Our study has limitations. There have been no further outbreaks of LSD in Armenia since the identification in 2015 so the efficacy of the vaccine cannot be fully elucidated with absence of disease. More studies are needed including challenge experiments to verify the efficacy of this specific vaccine against LSDV in cattle.

Even though no LSD outbreaks have been reported in Armenia following the implementation of a comprehensive vaccination campaign, the status of immunity against LSDV was unknown. Here, we sought to investigate the humoral immune response of vaccinated cattle before and after vaccination with a heterologous sheep pox vaccine. Humoral immune response, assessed through seroconversion, can provide significant information about the success of vaccination. Previous studies have shown that the commercially available double antigen ELISA is as specific as virus neutralization assays and eliminates the need to use live virus providing an accurate but safer laboratory assay for detection of LSDV-specific antibodies in field serological monitoring studies [27].

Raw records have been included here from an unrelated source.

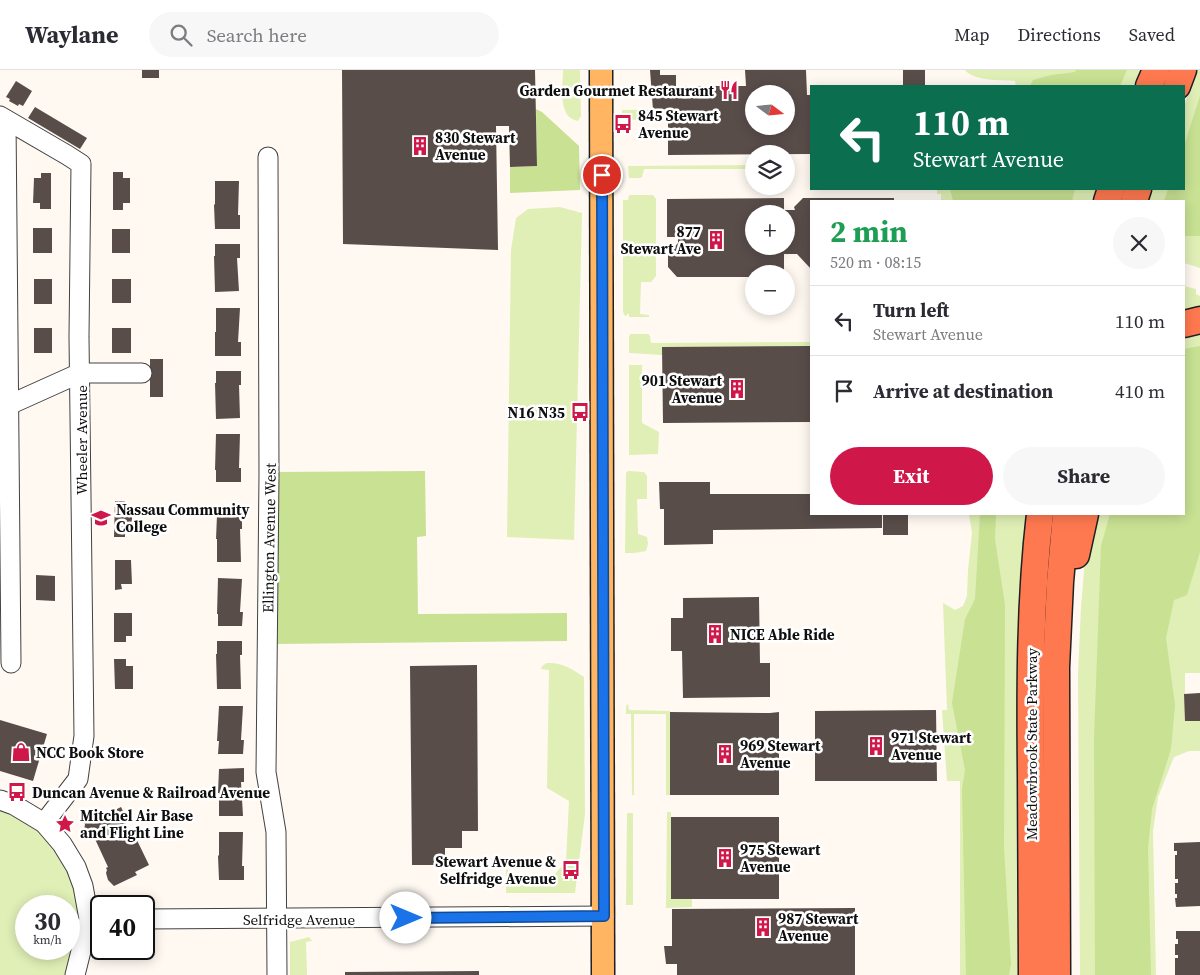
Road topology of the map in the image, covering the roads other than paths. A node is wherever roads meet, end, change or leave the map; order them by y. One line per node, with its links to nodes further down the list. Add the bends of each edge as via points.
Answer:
1 (601, 70): 21 (main road)
2 (1156, 70): 4 (highway)
3 (1184, 70): 5 (highway)
4 (1149, 85)
5 (1177, 85)
6 (3, 118): 10 (street, Wheeler Avenue, via 81,164); 12 (street)
7 (268, 157): 23 (street, Ellington Avenue West, via 266,772 276,832)
8 (1200, 320): 9 (highway)
9 (1185, 324)
10 (80, 373): 11 (street); 12 (street); 19 (street, Wheeler Avenue, via 84,736 78,779)
11 (142, 373)
12 (4, 406): 17 (street)
13 (1040, 515): 28 (highway, Meadowbrook State Parkway, via 1030,680)
14 (1066, 515): 16 (highway, Meadowbrook State Parkway)
15 (1085, 515): 16 (highway)
16 (1056, 646): 29 (highway, Meadowbrook State Parkway)
17 (11, 663)
18 (0, 800): 19 (street)
19 (44, 823): 20 (street, via 76,867)
20 (90, 906)
21 (604, 916): 23 (street, Selfridge Avenue); 27 (main road)
22 (155, 919): 23 (street, Selfridge Avenue)
23 (278, 919): 26 (street, Ellington Avenue West)
24 (90, 933): 25 (street)
25 (75, 975)
26 (277, 975)
27 (603, 975)
28 (1032, 975)
29 (1058, 975)

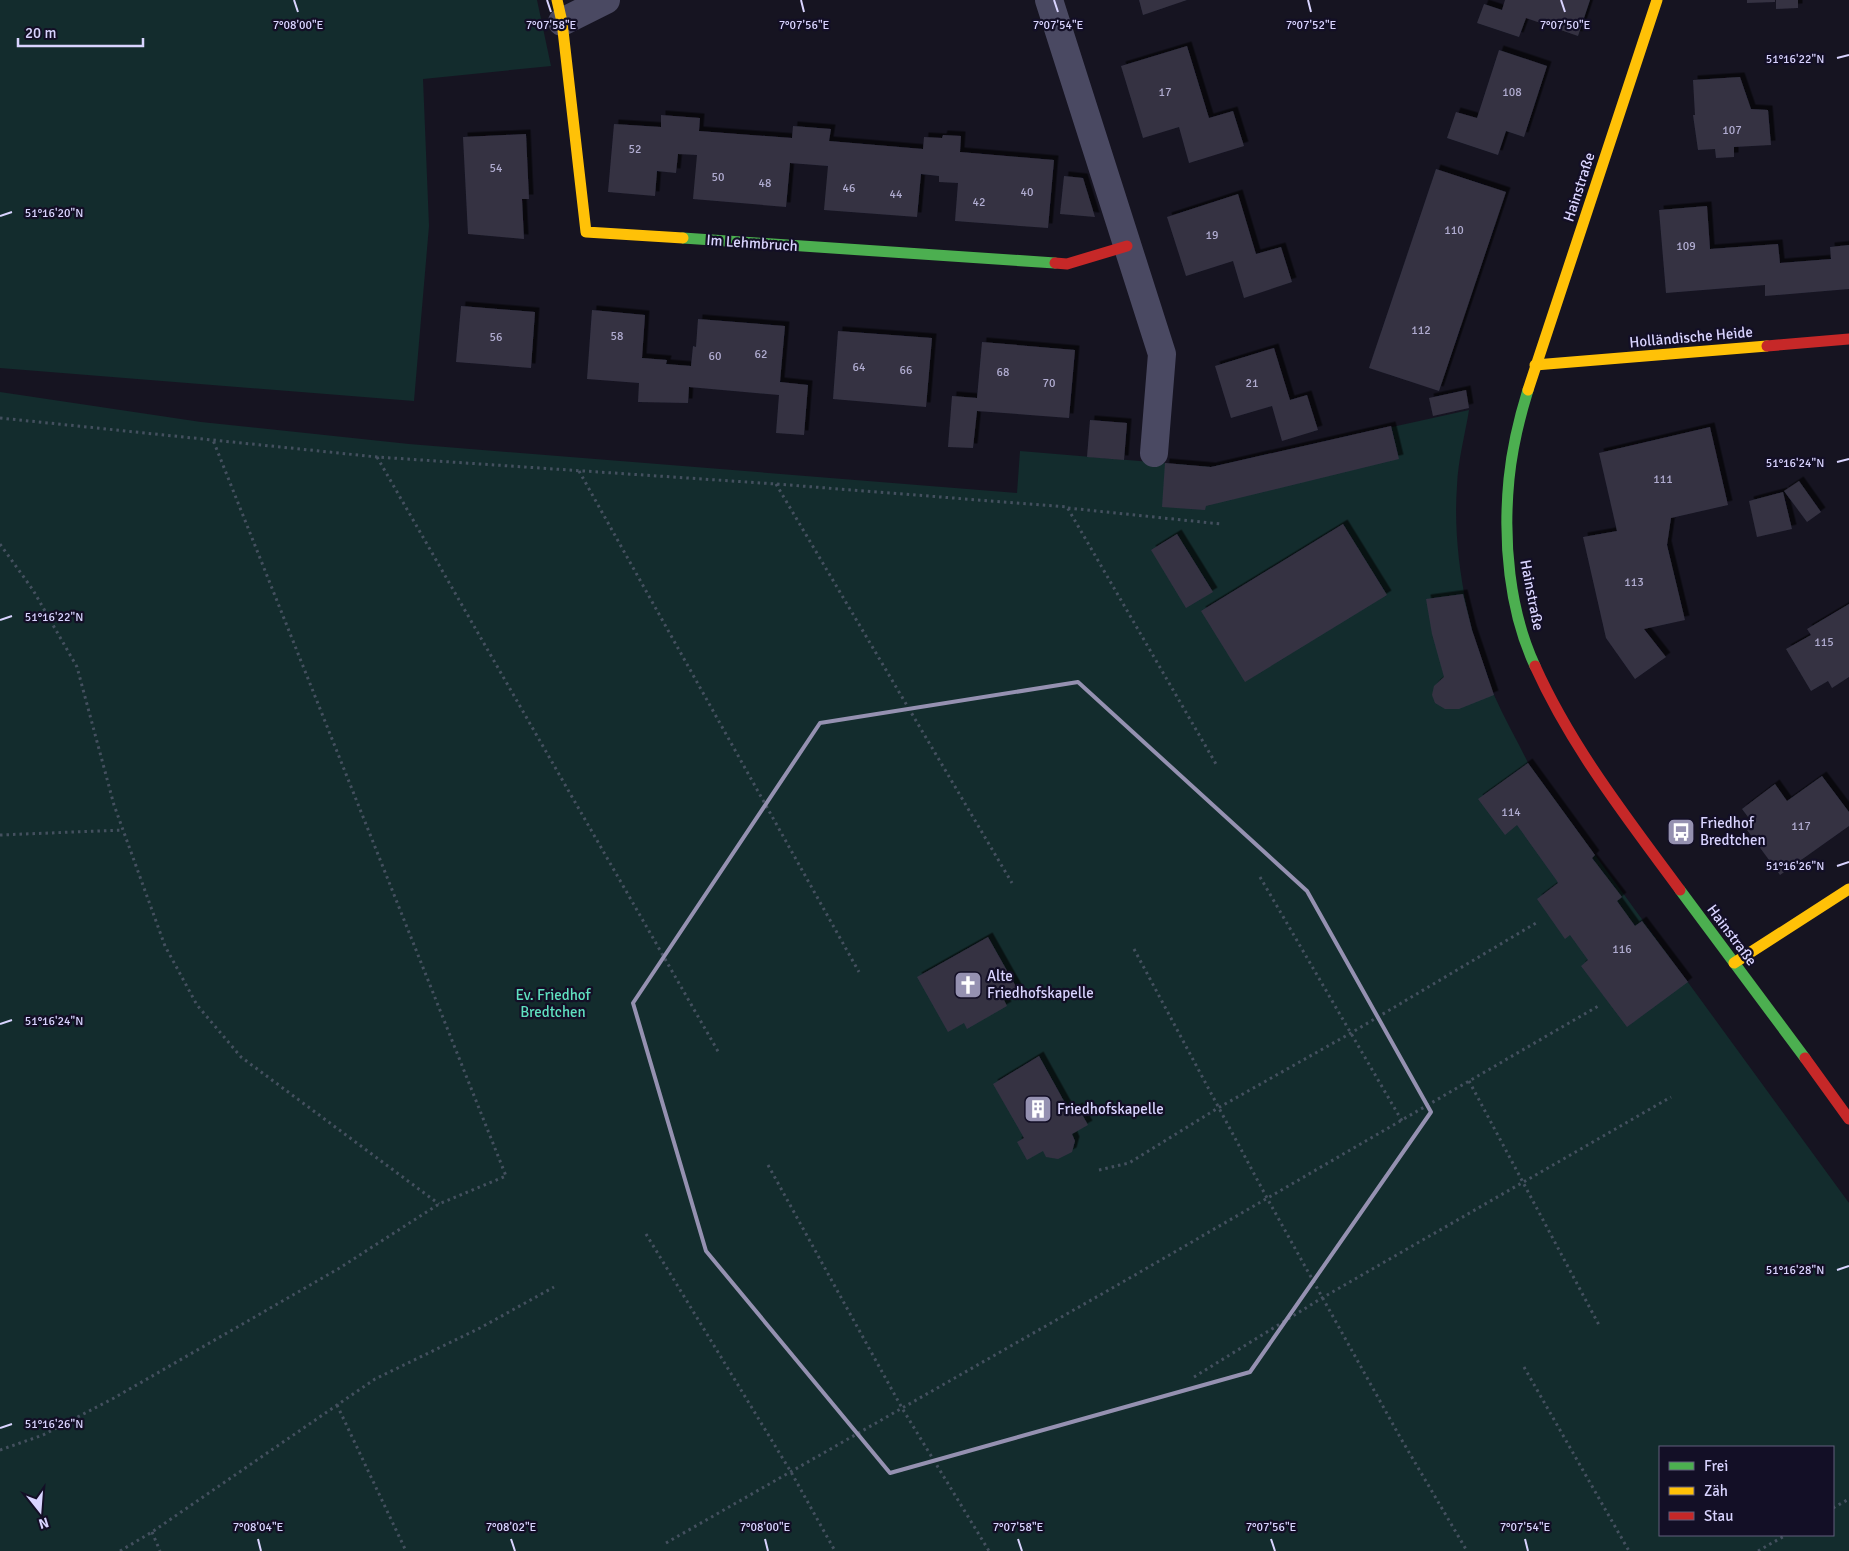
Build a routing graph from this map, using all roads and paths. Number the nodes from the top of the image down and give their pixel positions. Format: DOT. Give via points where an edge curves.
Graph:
graph roads {
  1 [pos="606,0"];
  2 [pos="1049,0"];
  3 [pos="1657,0"];
  4 [pos="560,11"];
  5 [pos="1127,246"];
  6 [pos="1849,339"];
  7 [pos="1536,365"];
  8 [pos="0,418"];
  9 [pos="212,440"];
  10 [pos="1154,453"];
  11 [pos="378,457"];
  12 [pos="579,471"];
  13 [pos="776,484"];
  14 [pos="1067,508"];
  15 [pos="1220,524"];
  16 [pos="0,544"];
  17 [pos="1216,764"];
  18 [pos="123,830"];
  19 [pos="0,835"];
  20 [pos="1260,877"];
  21 [pos="1012,883"];
  22 [pos="1849,889"];
  23 [pos="1536,923"];
  24 [pos="1134,949"];
  25 [pos="1734,963"];
  26 [pos="859,972"];
  27 [pos="1600,1006"];
  28 [pos="1351,1033"];
  29 [pos="719,1052"];
  30 [pos="1469,1081"];
  31 [pos="1671,1097"];
  32 [pos="1218,1108"];
  33 [pos="1849,1119"];
  34 [pos="1402,1121"];
  35 [pos="768,1165"];
  36 [pos="1099,1170"];
  37 [pos="1524,1182"];
  38 [pos="1267,1198"];
  39 [pos="439,1204"];
  40 [pos="646,1234"];
  41 [pos="554,1287"];
  42 [pos="1322,1298"];
  43 [pos="1599,1325"];
  44 [pos="1524,1367"];
  45 [pos="1194,1377"];
  46 [pos="337,1406"];
  47 [pos="902,1408"];
  48 [pos="0,1450"];
  49 [pos="791,1472"];
  50 [pos="1849,1499"];
  51 [pos="1834,1507"];
  52 [pos="152,1532"];
  53 [pos="1784,1536"];
  54 [pos="666,1543"];
  55 [pos="120,1551"];
  56 [pos="160,1551"];
  57 [pos="406,1551"];
  58 [pos="835,1551"];
  59 [pos="989,1551"];
  60 [pos="1466,1551"];
  61 [pos="1629,1551"];
  62 [pos="1758,1551"];
  1 -- 4 [label="street, Im Lehmbruch"];
  2 -- 5 [label="street"];
  3 -- 7 [label="street, Hainstraße"];
  4 -- 5 [label="street, Im Lehmbruch" via="586,232 1067,264"];
  5 -- 10 [label="street" via="1162,354"];
  6 -- 7 [label="street, Holländische Heide"];
  7 -- 25 [label="street, Hainstraße" via="1518,426 1510,464 1508,496 1508,546 1521,627 1535,668 1574,743"];
  8 -- 9 [label="path"];
  9 -- 11 [label="path"];
  9 -- 39 [label="path" via="506,1176"];
  11 -- 12 [label="path"];
  11 -- 29 [label="path"];
  12 -- 13 [label="path"];
  12 -- 26 [label="path"];
  13 -- 14 [label="path"];
  13 -- 21 [label="path"];
  14 -- 15 [label="path"];
  14 -- 17 [label="path"];
  16 -- 18 [label="path" via="33,590 77,667"];
  18 -- 19 [label="path"];
  18 -- 39 [label="path" via="165,946 197,1006 241,1057"];
  20 -- 28 [label="path"];
  22 -- 25 [label="street"];
  23 -- 28 [label="path"];
  24 -- 32 [label="path"];
  25 -- 33 [label="street, Hainstraße"];
  27 -- 30 [label="path"];
  28 -- 32 [label="path"];
  28 -- 34 [label="path"];
  30 -- 34 [label="path"];
  30 -- 37 [label="path"];
  31 -- 37 [label="path"];
  32 -- 36 [label="path" via="1129,1162"];
  32 -- 38 [label="path"];
  34 -- 38 [label="path"];
  35 -- 47 [label="path"];
  37 -- 42 [label="path"];
  37 -- 43 [label="path"];
  38 -- 42 [label="path"];
  38 -- 47 [label="path"];
  39 -- 48 [label="path" via="338,1269 114,1398 43,1435"];
  40 -- 49 [label="path"];
  41 -- 46 [label="path" via="480,1328 375,1379"];
  42 -- 45 [label="path"];
  42 -- 60 [label="path"];
  44 -- 61 [label="path"];
  46 -- 52 [label="path"];
  46 -- 57 [label="path"];
  47 -- 49 [label="path"];
  47 -- 59 [label="path"];
  49 -- 54 [label="path"];
  49 -- 58 [label="path"];
  50 -- 51 [label="path"];
  52 -- 55 [label="path"];
  52 -- 56 [label="path"];
  53 -- 62 [label="path"];
}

Prior to vaccination, none of the tested cattle had detectible antibodies using ELISA. Following 30 days after vaccination, 86.09% (83.83–87.97%) of the studied animals seroconverted with detectable antibodies to LSDV. This has been shown in previous publications with the development of lower neutralizing antibody titers following vaccination with a sheep pox virus vaccine in cattle [22,35]. This could be due to the concentration or titer of the vaccine and it could be related to the vaccinated animal having a concomitant disease, maternal antibodies, and cold chain maintenance. With many vaccines it is true that animals may have a low antibody response but are still protected from disease. Indeed, there are examples of animals not seroconverting following vaccination but still being protected from disease [27,39]. Additionally, work with foot-and-mouth disease vaccines have shown difficulty in relating a neutralizing antibody or serum antibody response that directly correlates with protection. Previous work with attenuated LSDV vaccines has shown that protection is afforded when vaccination coverage reached 80% [3], and it is expected this should be higher when dealing with a heterologous vaccine. This suggests that after vaccination with this heterologous sheep pox virus vaccine against LSD the level of antibodies produced is >80%, which maybe sufficientfor protection against LSD infection and, contrary to homologous LSDV vaccines, has been shown to not cause side effects [17,18,19]. More experimental research is needed to fully elucidate this protection as other strains of sheep pox virus vaccines have shown reduced efficacy, which suggests definite variation in strains and titers of vaccine used [14,20,21,23,36].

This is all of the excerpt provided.